The legendary concert promoter, Bill Graham, had a grand vision. His dream included concert venues on both coasts that would be destination points for music lovers to see the greatest acts of their time. Graham was already running two venues in San Francisco. The Fillmore Auditorium sat on the corner of Fillmore Street and Geary Boulevard while the Fillmore West, formerly the Carousel Ballroom, took up residence at 10 South Van Ness Avenue.
He then set his sights on New York City. On the Lower East Side of Manhattan, now known as the East Village, sat an already historic theater, The Commodore. Originally a Yiddish performance venue built in the mid-1920s, The Commodore had undergone some changes, becoming The Village movie theater and eventually falling into disrepair. It had a deceptively small marquee and entrance facade, but held almost 2,700 people when Graham took it over in 1967.
On March 8th, 1968, The Fillmore East opened its doors in grand style, with the first acts being Big Brother and the Holding Company, Tim Buckley and Albert King. Graham made sure that as many people as possible would see his shows by booking triple-bill acts for two shows each, several nights a week. Bands were booked, and expected to play shows at 8 pm and again at 11 pm on Friday and Saturday nights. He would also regularly alternate acts between his East and West coast venues.
An integral part of many of the shows was the addition of psychedelic art lighting projected on a backdrop behind the performers. The most renowned crew providing these effects was the The Joshua Light Show, created by electrical engineer and theater lighting student, Joshua White. His five person team used a combination of film, slide and overhead projectors, color wheels, water and oil colors and glass crystals to create a trailblazing liquid light show. So talented were these technicians and so popular their work, that they were often paid as much as headlining acts and received billing along with them.
However, it was the music that drew the attention and the sell-out crowds. It seemed that everyone from Frank Zappa to Howdy Doody creator, Buffalo Bob Smith played The Fillmore East. The location became so well liked that National Education Television brought their cameras out and recorded a show for broadcast in 1970.

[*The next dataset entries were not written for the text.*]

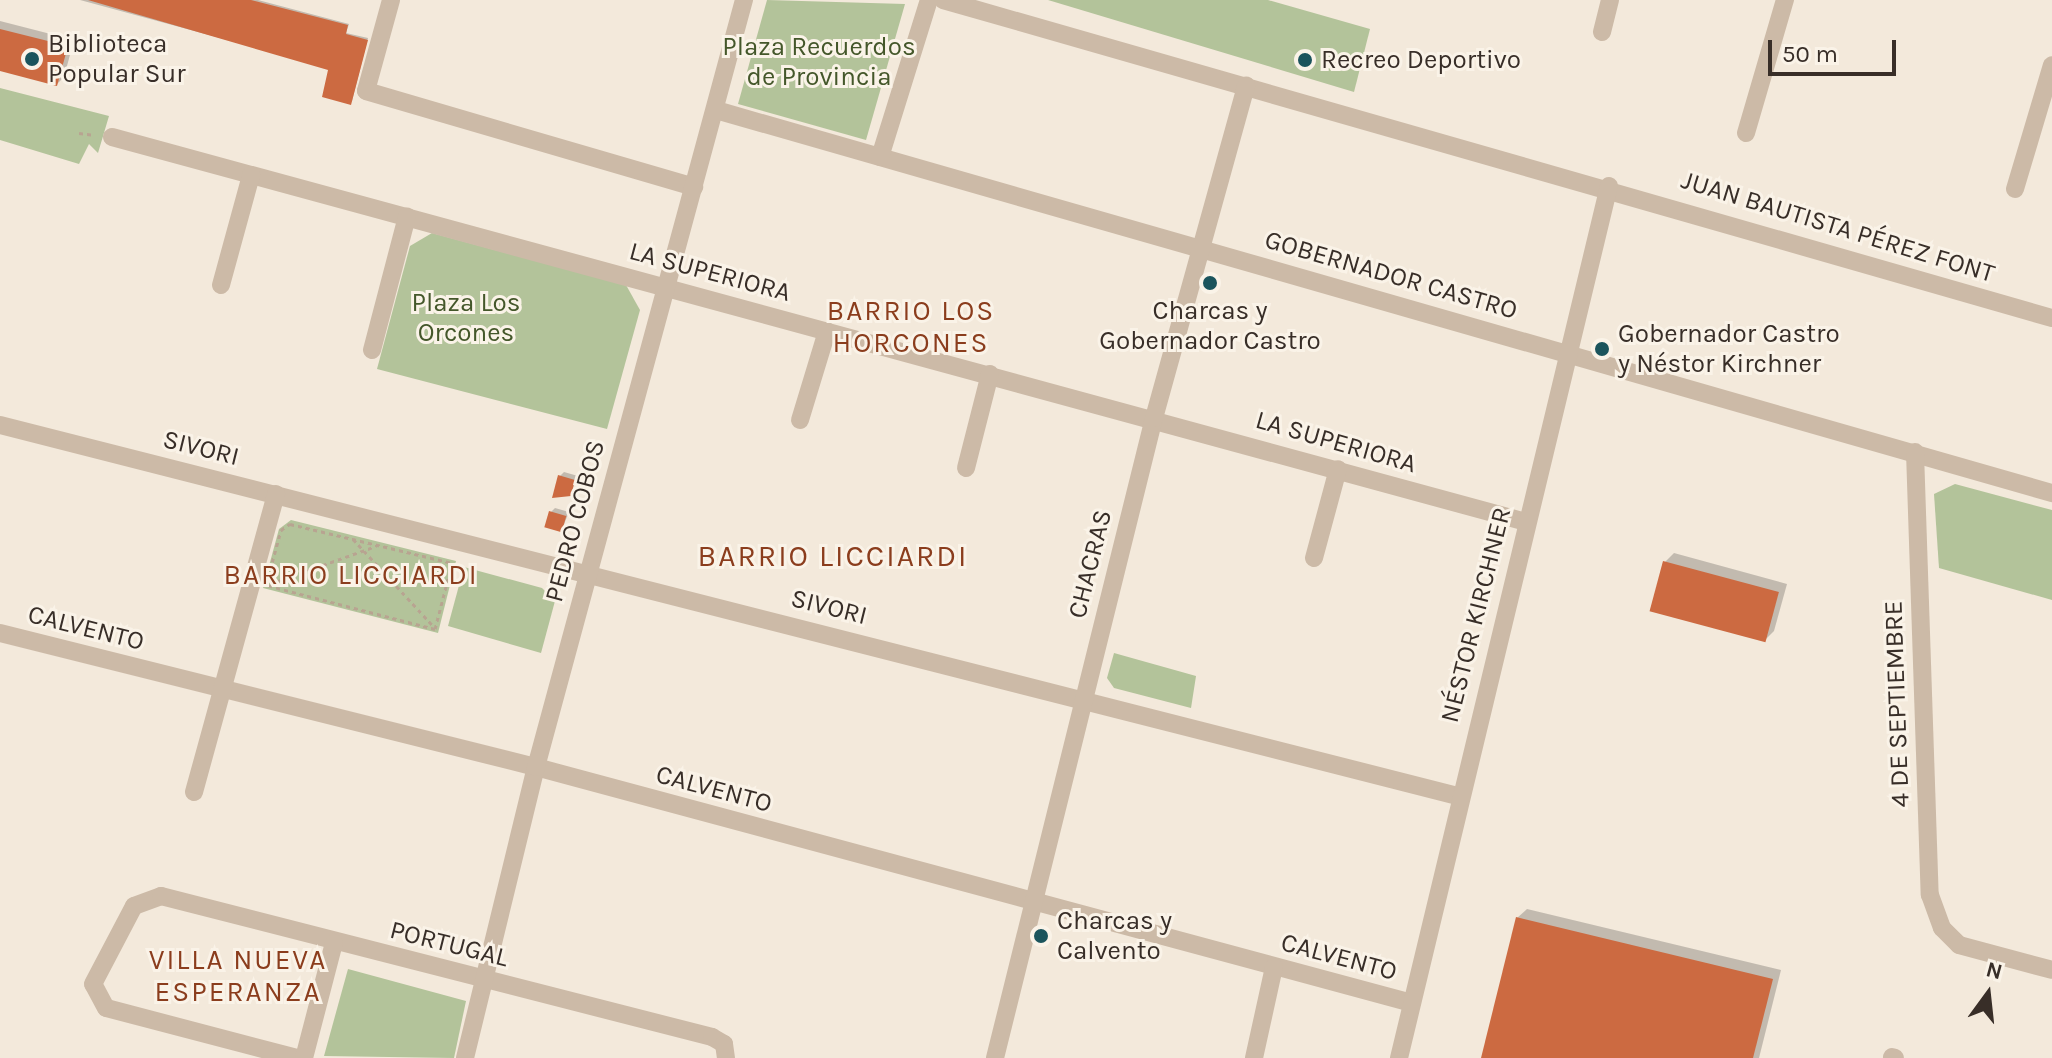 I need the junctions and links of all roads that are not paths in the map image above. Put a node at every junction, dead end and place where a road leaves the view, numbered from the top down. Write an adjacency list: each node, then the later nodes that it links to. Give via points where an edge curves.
1 (391, 0): 16 (street, via 366,91)
2 (744, 0): 10 (street, PEDRO COBOS)
3 (929, 0): 13 (street)
4 (943, 0): 9 (street, JUAN BAUTISTA PÉREZ FONT)
5 (1610, 0): 7 (street)
6 (1785, 0): 11 (street)
7 (1602, 32)
8 (2052, 65): 17 (street)
9 (1246, 86): 15 (street, JUAN BAUTISTA PÉREZ FONT); 19 (street, CHACRAS)
10 (716, 110): 13 (street, GOBERNADOR CASTRO); 16 (street, PEDRO COBOS)
11 (1746, 133)
12 (112, 137): 14 (street, LA SUPERIORA)
13 (880, 157): 19 (street, GOBERNADOR CASTRO)
14 (251, 175): 18 (street, LA SUPERIORA); 20 (street)
15 (1609, 186): 22 (street, JUAN BAUTISTA PÉREZ FONT); 25 (street, NÉSTOR KIRCHNER)
16 (694, 187): 21 (street, PEDRO COBOS)
17 (2015, 189)
18 (407, 217): 21 (street, LA SUPERIORA); 24 (street)
19 (1201, 248): 25 (street, GOBERNADOR CASTRO); 27 (street, CHACRAS)
20 (221, 285)
21 (667, 287): 23 (street, LA SUPERIORA); 37 (street, PEDRO COBOS)
22 (2052, 318)
23 (827, 331): 26 (street, LA SUPERIORA); 28 (street)
24 (372, 350)
25 (1568, 352): 30 (street, GOBERNADOR CASTRO); 35 (street, NÉSTOR KIRCHNER)
26 (990, 374): 27 (street, LA SUPERIORA); 31 (street)
27 (1154, 418): 32 (street, LA SUPERIORA); 40 (street, CHACRAS)
28 (800, 420)
29 (0, 425): 34 (street, SIVORI)
30 (1915, 452): 33 (street, GOBERNADOR CASTRO); 47 (street, 4 DE SEPTIEMBRE, via 1930,895 1942,928 1959,945)
31 (966, 468)
32 (1338, 469): 35 (street, LA SUPERIORA); 36 (street)
33 (2052, 493)
34 (276, 494): 37 (street, SIVORI); 39 (street)
35 (1526, 522): 43 (street, NÉSTOR KIRCHNER)
36 (1314, 558)
37 (588, 571): 40 (street, SIVORI); 41 (street, PEDRO COBOS)
38 (0, 633): 39 (street, CALVENTO)
39 (222, 690): 41 (street, CALVENTO); 42 (street)
40 (1082, 699): 43 (street, SIVORI); 44 (street, CHACRAS)
41 (536, 767): 44 (street, CALVENTO); 48 (street, PEDRO COBOS)
42 (194, 792)
43 (1458, 796): 49 (street, NÉSTOR KIRCHNER)
44 (1032, 903): 46 (street, CALVENTO); 54 (street, CHACRAS)
45 (334, 943): 48 (street, PORTUGAL); 51 (street, PORTUGAL, via 161,896 134,906 96,972 95,997 106,1008); 52 (street)
46 (1274, 967): 49 (street, CALVENTO); 55 (street)
47 (2052, 970)
48 (485, 980): 50 (street, PORTUGAL); 53 (street, PEDRO COBOS)
49 (1412, 1003): 56 (street, NÉSTOR KIRCHNER)
50 (725, 1051)
51 (297, 1058)
52 (304, 1058)
53 (465, 1058)
54 (995, 1058)
55 (1254, 1058)
56 (1399, 1058)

The list of artists who played the Fillmore East reads like a who’s who of popular music. Jazz greats Miles Davis, Buddy Rich, Dizzy Gillespie and Nina Simone all played there. Early heavy metal band Black Sabbath, shared the same weekend stage as the J. Geils Band. One could see acoustic blues man John Hammond, Louisiana fiddle player, Doug Kershaw, and blues rock giants Ten Years After all in one night. Imagine, if you will, spending a June evening to witness Albert King and Chuck Berry open for The Who. The hodgepodge mixture of artists and genres on any given night was as much part of the charm as the near acoustic perfection of the facility.
Graham, master promoter that he was, didn’t leave out the blues fans. In addition to the “3 Kings” on various dates, Buddy Guy, Junior Wells, Bobby “Blue” Bland, Johnny Winter, John Mayall, Paul Butterfield, Luther Allison, Odetta, and a host of other blues giants took their turns on stage during the Fillmore’s three year run.
Of course there were groups who played there more than others. Taj Mahal played 8 shows at the theater, the Grateful Dead played a total of 43, and the blues dripping pioneers of southern rock, the Allman Brothers Band played so often that they became known as “Bill Graham’s House Band.” That, obviously, included the weekend of March 12th and 13th, 1971, when the Allman’s recorded their iconic, first live album, At Fillmore East.
They were not the only band to do so, however. The acoustics at the auditorium were so exceptional that no fewer than 33 bands recorded live albums there. Some of the more recognizable of these are Joe Cocker’s, Mad Dogs & Englishmen, Crosby, Stills, Nash & Young, 4 Way Street, Derek and the Dominos, In Concert, and Jimi Hendrix, Band of Gypsys.
Sadly, all things must end, and so it was when the famed Fillmore East held its last 3 days of shows, ending on June 27th, 1971. As stated earlier, guitar luminary, Albert King was on the bill for the very first show and he also played the very last, along with the J. Geils Band and the Allman Brothers. Special, surprise guests Edgar Winter’s White Trash, Mountain, Country Joe McDonald and the Beach Boys also performed at the invitation only performance, simulcast on New York radio stations WPLJ and WNEW. Stating financial reasons and a “need to find himself,” Graham forever closed the doors.
Although several investors tried to regain the glory days of the rock church, they were unsuccessful with both concert venues and nightclubs. The interior of the auditorium has been demolished and replaced with apartments, while the entrance lobby is now a bank. The only remaining indication of its former prestige is a small plaque, placed there by the Greenwich Village Society for Historic Preservation in 2014.